Grace Dent on TV: The Bachelor, Channel 5

These women are ready to love Spencer from Chelsea forever. They just haven't met him yet

After the success of last year's series of The Bachelor – where girls competed for the hand (the pecs, the gonad district and the cash collateral) of Gavin Henson – the show's return for a second series, now with Spencer Matthews from Made in Chelsea, was much anticipated.

OK, it was "anticipated" by about 18 people, and by 750,000 other viewers it was "stumbled upon at Friday pub closing time by people not quite arsed enough to pull all the sofa cushions off and find the remote… is that cat asleep on it, go on, move the cat… oh sod it let's just watch this bachelor thing". Worse still, the show runs after Channel 5's version of Big Brother. Oh those poor anonymous buggers all sat in a house playing up for the cameras and no-one caring. God bless their souls. These days Big Brother is less a reality show, more an in-depth televised experiment in MDF soundproof-ability.

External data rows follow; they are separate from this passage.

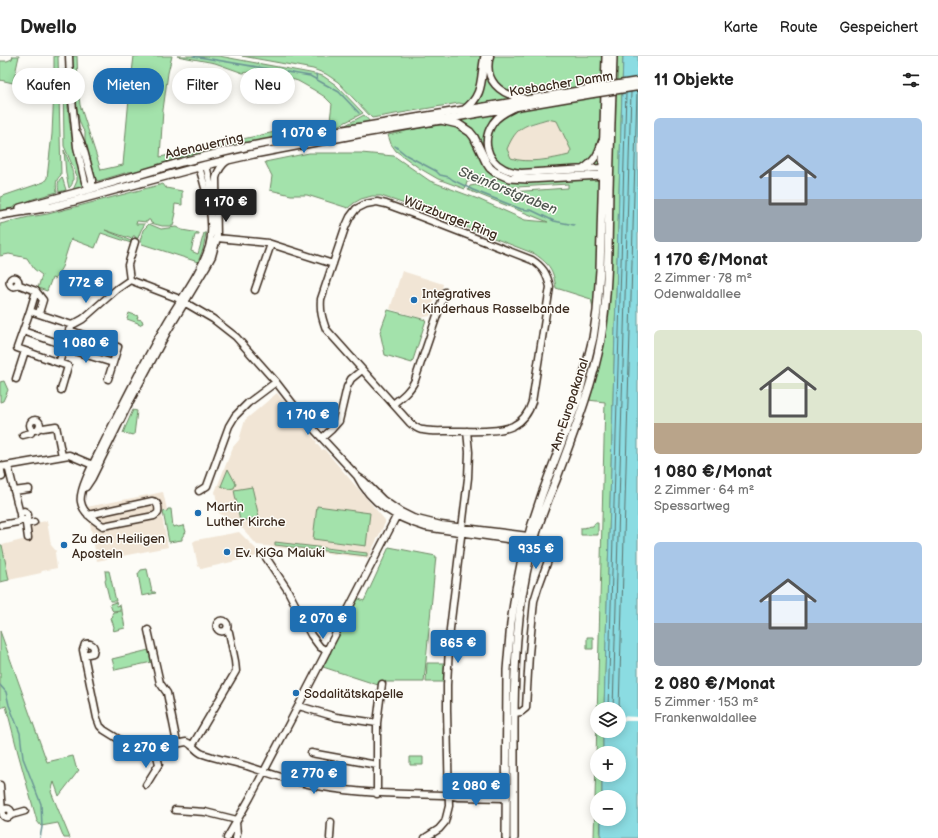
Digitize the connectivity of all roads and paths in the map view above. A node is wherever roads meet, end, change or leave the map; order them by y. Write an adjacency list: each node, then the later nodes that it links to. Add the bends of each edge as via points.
1 (69, 56): 22 (street, via 77,148 85,182)
2 (485, 56): 12 (main road, via 482,83 472,103)
3 (490, 56): 9 (street, via 489,72 494,84 504,93)
4 (606, 56): 16 (main road, Am Europakanal)
5 (613, 56): 21 (main road, Am Europakanal)
6 (638, 81): 8 (street, Kosbacher Damm, bridge)
7 (638, 87): 8 (street, Kosbacher Damm, bridge)
8 (593, 91): 9 (street, Kosbacher Damm); 10 (street, Kosbacher Damm)
9 (528, 99): 11 (street, Kosbacher Damm)
10 (516, 107): 11 (street, Kosbacher Damm); 20 (street, via 496,120 489,130 486,144 488,152 498,165 512,172 521,173)
11 (488, 109): 12 (street, Adenauerring); 13 (street, Adenauerring)
12 (464, 110): 14 (main road, Adenauerring)
13 (441, 120): 14 (main road, Adenauerring); 21 (main road, via 458,124 470,132 490,168 510,178 528,179)
14 (387, 126): 15 (main road, Adenauerring)
15 (371, 129): 17 (main road, Adenauerring, via 284,140); 18 (main road, Adenauerring)
16 (603, 138): 20 (street, via 598,154); 21 (main road, Am Europakanal)
17 (200, 158): 19 (main road); 22 (main road, Adenauerring, via 168,166)
18 (228, 160): 19 (main road, Adenauerring); 23 (street, via 218,170 216,178)
19 (202, 166): 22 (main road, Adenauerring); 23 (street); 34 (street, via 211,218 211,239 206,256)
20 (583, 169): 21 (street)
21 (606, 171): 70 (main road, Am Europakanal, via 593,338 578,399 542,494)
22 (91, 193): 24 (main road, Adenauerring, via 52,207)
23 (217, 209): 25 (street)
24 (0, 215)
25 (217, 238): 27 (street); 34 (street, via 206,268)
26 (135, 242): 29 (street, via 128,265)
27 (271, 244): 28 (street); 31 (street)
28 (333, 264): 43 (street, Würzburger Ring, via 321,299 321,317 326,329); 51 (street, Würzburger Ring, via 350,217 366,204 376,202 524,256 543,269 550,286 530,408 513,426 499,430)
29 (130, 280): 34 (street); 37 (street)
30 (17, 284): 32 (street)
31 (255, 290)
32 (36, 291): 35 (street); 36 (street, via 43,300)
33 (445, 292): 48 (street, via 415,380 408,392)
34 (183, 301): 46 (street, via 213,318 236,337); 57 (street, via 159,335)
35 (30, 310): 36 (street); 38 (street)
36 (39, 313): 37 (street)
37 (71, 328): 39 (street); 42 (street, via 118,348)
38 (23, 331): 39 (street); 40 (street, via 17,348)
39 (64, 346): 41 (street); 42 (street)
40 (25, 351): 41 (street); 44 (street)
41 (59, 363): 47 (street, via 68,366)
42 (113, 363): 45 (street)
43 (362, 370): 48 (street, Würzburger Ring); 53 (street, via 351,379 347,387 339,421)
44 (16, 379)
45 (108, 379)
46 (276, 382): 53 (street); 62 (street, via 235,416 207,486)
47 (60, 390)
48 (393, 404): 51 (street, Würzburger Ring, via 410,423 422,430)
49 (39, 427): 50 (street); 50 (street, via 39,422 34,420 30,425); 54 (street, via 56,426)
50 (32, 429): 52 (street, via 31,434)
51 (467, 430): 68 (street, via 468,478)
52 (23, 435)
53 (322, 438): 63 (street, via 375,500 385,509)
54 (62, 456): 56 (street); 57 (street, via 69,455)
55 (0, 466): 56 (street); 59 (street)
56 (8, 466): 58 (street)
57 (95, 466): 64 (street, via 84,486 80,501)
58 (11, 475): 59 (street); 61 (street)
59 (1, 477)
60 (29, 489): 61 (street)
61 (14, 491): 65 (street)
62 (199, 491)
63 (398, 514): 68 (street, via 412,523 425,527); 74 (street)
64 (88, 515): 64 (street, via 103,526 154,516 159,508 156,503 148,502)
65 (23, 519): 66 (street); 67 (street); 69 (street)
66 (34, 522)
67 (1, 525)
68 (462, 530): 70 (street); 89 (street, via 451,622 448,678)
69 (28, 538)
70 (530, 539): 78 (main road, Am Europakanal, via 517,633); 78 (street, via 550,543 553,547 534,601 526,708); 90 (main road, Am Europakanal, via 516,590 509,637)
71 (265, 556): 74 (street, via 287,589 311,635 320,647)
72 (148, 630): 80 (street, via 160,683 167,693)
73 (226, 630): 81 (street, via 229,632 236,671)
74 (327, 651): 77 (street)
75 (84, 655): 82 (street, via 100,726 133,748)
76 (382, 684): 79 (street)
77 (299, 706): 79 (street, via 336,717); 85 (street)
78 (514, 713): 91 (main road, Am Europakanal)
79 (378, 723): 84 (street)
80 (177, 743): 81 (street, via 186,742); 82 (street)
81 (192, 746): 85 (street, via 202,754)
82 (155, 748): 87 (street, via 159,764)
83 (311, 753): 84 (street)
84 (377, 765): 88 (street)
85 (264, 772): 88 (street, via 313,786); 95 (street)
86 (0, 785): 94 (street, via 2,812 4,809 11,811)
87 (146, 785)
88 (377, 794): 89 (street)
89 (449, 795): 90 (street); 100 (street, via 445,822)
90 (506, 796): 91 (main road); 101 (main road, Am Europakanal)
91 (514, 796): 102 (main road, Am Europakanal)
92 (175, 810): 95 (street, via 205,812)
93 (25, 811): 94 (street)
94 (6, 818)
95 (236, 821): 97 (street); 98 (street)
96 (331, 822): 99 (street)
97 (227, 838)
98 (236, 838)
99 (330, 838)
100 (425, 838)
101 (506, 838)
102 (514, 838)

Last year's The Bachelor, it must be said, was a real success, with affable clot Gavin Henson finding love everlasting with Carianne Barrow. Delightful Carianne stuck with Gavin just long enough to harvest strong anecdotal material about his sex technique, leg-shaving routine and issues with intimacy to furnish a number of trashy-mag exclusives. It was like movie love. Obviously, a sane person would have pointed out that Gavin – who was fresh from his marriage to Charlotte Church and was therefore possibly in that zombie-like Walking Dead freshly divorced state – was not a good candidate for a televised Cupid-hunt. But the trouble with sane people is they're enormous buzzkills. If sane people had their way in TV then Embarrasing Bodies, where folk too shy to show their anal prolapse to a GP instead fling their ankles behind their ears and Skype the nation bum-cheeks akimbo, would not exist at all. Sane people would notice that The Voice's spin-off UK tour had been cancelled due to levels of public boredom and replaced series two with a more feel-good, cost-effective webcam of a basket of six-week-old kittens discovering wool.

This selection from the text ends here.